For production, you’d typically run this as a systemd service, similar to Prometheus and Node Exporter.

Deploying Grafana for Visualization

Grafana provides an intuitive interface to visualize the metrics collected by Prometheus. We’ll install Grafana on a dedicated Linode instance.

Installation and Configuration

Add the Grafana APT repository and install Grafana.

sudo apt-get update
sudo apt-get install -y apt-transport-https software-properties-common wget
wget -q -O - https://packages.grafana.com/gpg.key | sudo apt-key add -
echo "deb https://packages.grafana.com/oss/deb stable main" | sudo tee -a /etc/apt/sources.list.d/grafana.list
sudo apt-get update
sudo apt-get install -y grafana
sudo systemctl daemon-reload
sudo systemctl start grafana-server
sudo systemctl enable grafana-server

Access Grafana at http://your_grafana_linode_ip:3000. The default credentials are username admin and password admin. You’ll be prompted to change the password on first login.

Connecting Grafana to Prometheus

In Grafana, navigate to Configuration (gear icon) -> Data Sources. Click Add data source, select Prometheus, and enter the URL of your Prometheus server (e.g., http://your_prometheus_linode_ip:9090). Save and test the connection.

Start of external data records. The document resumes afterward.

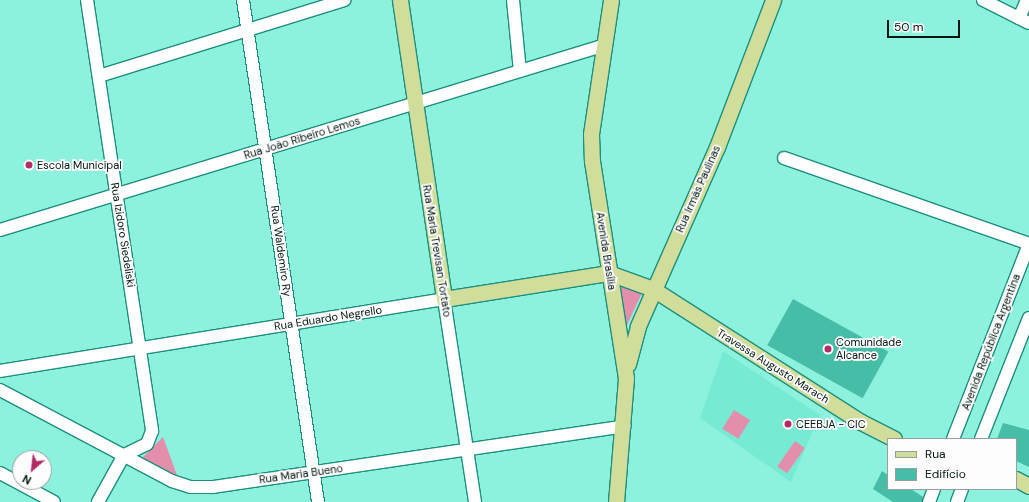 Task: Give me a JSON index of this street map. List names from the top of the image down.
{
  "streets": {
    "main road": [
      "Rua Irmãs Paulinas",
      "Rua Maria Trevisan Tortato",
      "Avenida Brasília",
      "Rua Eduardo Negrello",
      "Travessa Augusto Marach"
    ],
    "street": [
      "Rua João Ribeiro Lemos",
      "Rua Izidoro Siedeliski",
      "Rua Waldemiro Ry",
      "Avenida República Argentina",
      "Rua Maria Bueno"
    ]
  },
  "crossings": [
    ["Rua João Ribeiro Lemos", "Rua Izidoro Siedeliski"],
    ["Rua João Ribeiro Lemos", "Rua Waldemiro Ry"],
    ["Rua João Ribeiro Lemos", "Rua Maria Trevisan Tortato"],
    ["Rua João Ribeiro Lemos", "Avenida Brasília"],
    ["Rua Irmãs Paulinas", "Avenida Brasília"],
    ["Rua Irmãs Paulinas", "Rua Eduardo Negrello"],
    ["Rua Irmãs Paulinas", "Travessa Augusto Marach"],
    ["Rua Izidoro Siedeliski", "Rua Eduardo Negrello"],
    ["Rua Izidoro Siedeliski", "Rua Maria Bueno"],
    ["Rua Waldemiro Ry", "Rua Eduardo Negrello"],
    ["Rua Waldemiro Ry", "Rua Maria Bueno"],
    ["Rua Maria Trevisan Tortato", "Rua Eduardo Negrello"],
    ["Rua Maria Trevisan Tortato", "Rua Maria Bueno"],
    ["Avenida Brasília", "Rua Eduardo Negrello"],
    ["Avenida Brasília", "Rua Maria Bueno"],
    ["Rua Eduardo Negrello", "Travessa Augusto Marach"]
  ],
  "places": ["Escola Municipal", "Comunidade Alcance", "CEEBJA - CIC"],
  "legend": ["Rua", "Edifício"],
  "scale_bar": "50 m",
  "north": "bottom left"
}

Essential WordPress and Elasticsearch Dashboards

While you can build custom dashboards, leveraging pre-built community dashboards can significantly accelerate your monitoring setup. Search for “WordPress” and “Elasticsearch” on the Grafana Dashboards website (grafana.com/grafana/dashboards/).

Key WordPress Metrics to Monitor

CPU Usage: node_cpu_seconds_total (rate over time)
Memory Usage: node_memory_MemAvailable_bytes, node_memory_MemTotal_bytes
Disk I/O: node_disk_io_time_seconds_total (rate), node_disk_reads_completed_total, node_disk_writes_completed_total
Network Traffic: node_network_receive_bytes_total, node_network_transmit_bytes_total (rate)
PHP-FPM (if applicable): Active processes, request duration, slow requests.
Web Server (Nginx/Apache): Request rates, error rates (4xx, 5xx), response times.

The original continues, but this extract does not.